Gli elementi che caratterizzano il pre-noir, e che si perfezioneranno nel noir successivo, sono, per quanto riguarda i contenuti, l'ambientazione spesso proletaria, la messa in luce di realtà per lo più non considerate dal cinema tradizionale, come il mondo della malavita e degli emarginati, di chi nella vita è destinato ineluttabilmente a perdere, più per l'ipocrisia e la disumanità dell'organizzazione sociale che per le colpe e gli errori dell'individuo. Questo nuovo e grande interesse per la complessità tutta della società e della vita sono ben comprensibili alla luce della politica e della stagione che vive la Francia in quegli anni, con il trionfo elettorale del Front Populaire alle elezioni del 1936.
Lo stile invece ancora non si distacca dalla miglior tradizione del cinema d'oltralpe, fatta di capacità artigianale e inventiva tecnico-linguistica supportate dal diffuso talento registico. La valorizzazione dei luoghi marginali porta per forza di cose all'atmosfera cupa che contraddistingue il noir, ma uno stile caratterizzante prende forma solo nel decennio successivo con la maturità del genere. In ogni caso lo sfondo nero del cinema francese sarà sempre qualcosa di diverso e di più realistico, e quindi di più inquietante, dei "quadri" da incubo, grandi quadri certo ma più arte che vita, propri del cinema nord-americano.

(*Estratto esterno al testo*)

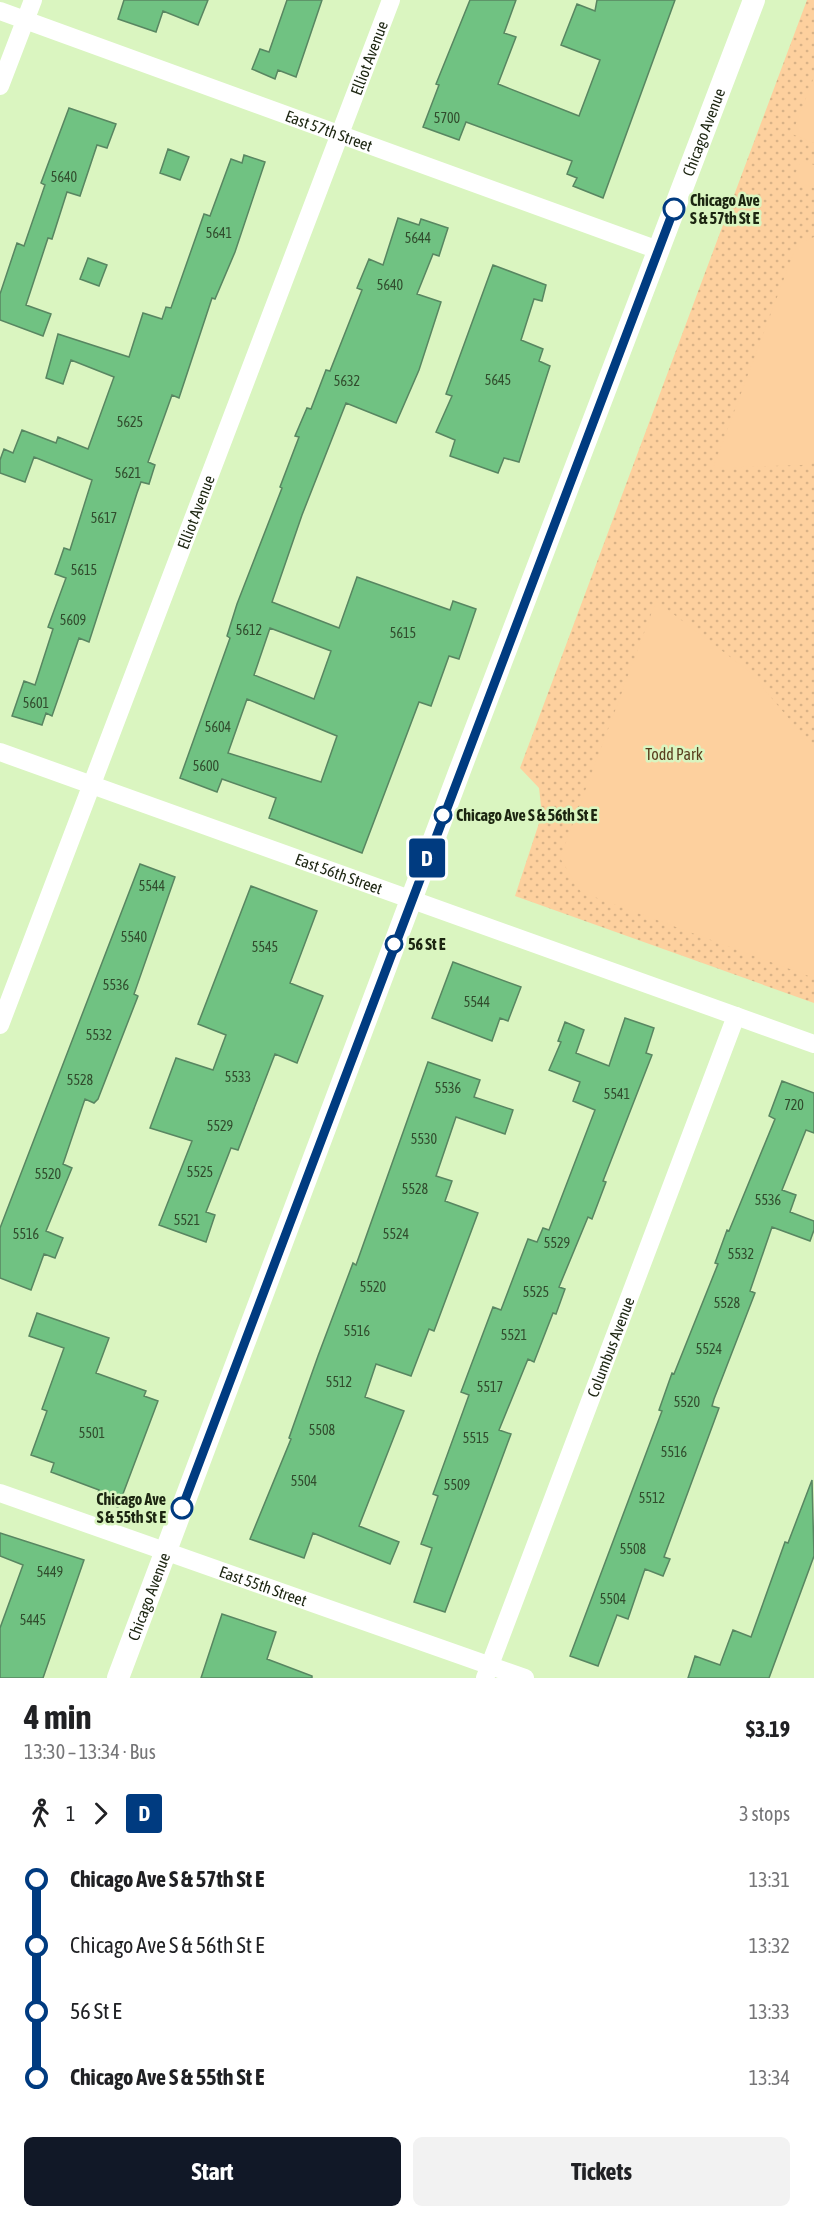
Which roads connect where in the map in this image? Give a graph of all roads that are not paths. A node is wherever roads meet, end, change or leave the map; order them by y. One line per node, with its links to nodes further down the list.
1 (33, 0): 5 (street)
2 (391, 0): 7 (street, Elliot Avenue)
3 (754, 0): 8 (street, Chicago Avenue)
4 (0, 11): 5 (street, East 57th Street)
5 (26, 20): 6 (street); 7 (street, East 57th Street)
6 (0, 86)
7 (339, 136): 8 (street, East 57th Street); 10 (street, Elliot Avenue)
8 (658, 250): 11 (street, Chicago Avenue)
9 (0, 752): 10 (street, East 56th Street)
10 (91, 785): 11 (street, East 56th Street); 13 (street, Elliot Avenue)
11 (411, 899): 12 (street, East 56th Street); 16 (street, Chicago Avenue)
12 (736, 1016): 14 (street, East 56th Street); 17 (street, Columbus Avenue)
13 (0, 1025)
14 (814, 1044)
15 (0, 1493): 16 (street, East 55th Street)
16 (165, 1553): 17 (street, East 55th Street); 18 (street, Chicago Avenue)
17 (488, 1672): 19 (street, East 55th Street)
18 (118, 1678)
19 (525, 1678)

Non bisogna dimenticare poi due opere come Il porto delle nebbie (Quai des brumes, 1938) e Alba tragica (Le jour se lève, 1939), entrambe dirette da Marcel Carné, che si pongono a metà strada tra il noir nascente e il dramma classico e che si avvalgono della fisionomia e del talento di un'icona come Jean Gabin. Così come è significativo che la prima riduzione cinematografica di un pilastro del genere come Il postino suona sempre due volte di James M. Cain, sia avvenuta proprio in Francia nel 1939 con il film Le dernier tournant di Pierre Chenal, in anticipo sulle due grandi versioni per lo schermo realizzate negli anni '40, in Italia con Luchino Visconti (Ossessione, 1943) e negli Stati Uniti con Tay Garnett (The postman always rings twice, 1946).
Quella del noir per la Francia non è una stagione passeggera, e non è solo il cinema a stuzzicare il lato oscuro dei francesi. La letteratura noir troveranno nella terra di Baudelaire la consacrazione come genere degno di rispetto e di stima quando ancora negli Stati Uniti, nonostante il grande successo di pubblico, gli autori e le storie maledette vengono trattati come prodotti di serie B, moralmente sconvenienti e artisticamente scadenti. La serie noir dell'editore Gallimard ne è l'esempio più lampante.
Fondamentale per una matura presa di coscienza di ciò che l'universo noir costituisce all'interno del paradigma culturale occidentale è poi il lavoro critico degli studiosi francesi, sia per la pagina scritta che per la pellicola impressionata. In questo settore rimane "fondante" il Panorama du cinema noir di Raymond Borde e Etienne Chaumenton.
Insomma, è la Francia l'altra patria del noir... ma siamo andati troppo avanti e questo sarà l'argomento di una futura puntata. Ora è tempo di tornare un poco indietro e ripassare dall'altra parte dell'oceano Atlantico...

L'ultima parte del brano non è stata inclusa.